Русская философия смерти. Антология - Коллектив авторов (книги TXT) 📗
Первые попытки персонологической проработки темы смерти принадлежат в XIX в. не философам, а писателям. Романтизм и реализм прошлого века открыли такое множество человеческих аспектов смерти, с которым сравнимо лишь разнообразие суждений о ней мыслителями религиозного ренессанса (которые, кстати сказать, в жанрах философской критики опирались на опыт художественной классики).

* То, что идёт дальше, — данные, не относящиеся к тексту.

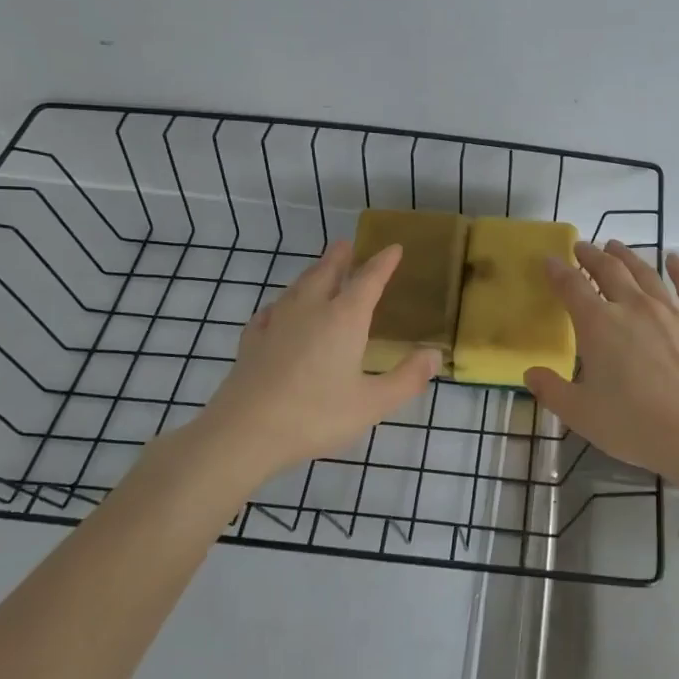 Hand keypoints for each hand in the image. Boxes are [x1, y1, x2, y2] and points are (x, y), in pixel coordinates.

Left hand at [179, 240, 438, 480]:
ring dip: (312, 274)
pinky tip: (277, 311)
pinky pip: (271, 312)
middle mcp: (310, 311)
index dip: (383, 263)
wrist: (244, 432)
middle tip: (346, 245)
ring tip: (319, 269)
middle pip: (326, 274)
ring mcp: (276, 324)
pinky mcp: (252, 342)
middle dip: (339, 258)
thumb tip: (434, 355)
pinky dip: (282, 303)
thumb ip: (406, 379)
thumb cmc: (316, 416)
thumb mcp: (372, 404)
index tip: (394, 248)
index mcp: (344, 319)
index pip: (368, 280)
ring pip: (297, 288)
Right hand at [525, 241, 678, 479]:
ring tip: (616, 246)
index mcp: (599, 326)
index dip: (558, 272)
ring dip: (628, 257)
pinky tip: (675, 259)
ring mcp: (671, 313)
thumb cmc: (634, 425)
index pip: (572, 288)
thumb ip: (552, 391)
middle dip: (592, 256)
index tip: (550, 260)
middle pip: (610, 271)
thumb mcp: (581, 414)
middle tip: (582, 246)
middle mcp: (633, 308)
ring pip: (646, 274)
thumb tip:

В творчестве А. С. Пушкина окончательно снимался запрет на художническое исследование проблем смерти и судьбы. Его герои знают и азарт поединка с мировой случайностью («Пиковая дама»), и мужественное предстояние слепым стихиям Рока («Медный всадник»), и острое любопытство ко «всему, что гибелью грозит» («Пир во время чумы»). Формула Пушкина: «…Пусть у гробового входа / Младая будет жизнь играть». Жизнь и смерть сняты в общем плане бытия. Пушкин не отворачивался от горестного зрелища изображающей смерти, но он, мастер пластики, свидетель прекрасно иерархизированного мира, предпочел смерть изображенную. Пушкин не был одержим кошмаром Страшного суда, как его друг П. Я. Чаадаев; не стал поэтом мировой меланхолии и грусти, как В. А. Жуковский и К. Н. Батюшков, или мировой скорби, как М. Ю. Лермонтов. Расставивший все вещи мира на свои места, демиург русского эстетического Космоса, Пушкин изобразил смерть как загадку в ряду загадок бытия, как интересную для поэта онтологическую находку, но… не более.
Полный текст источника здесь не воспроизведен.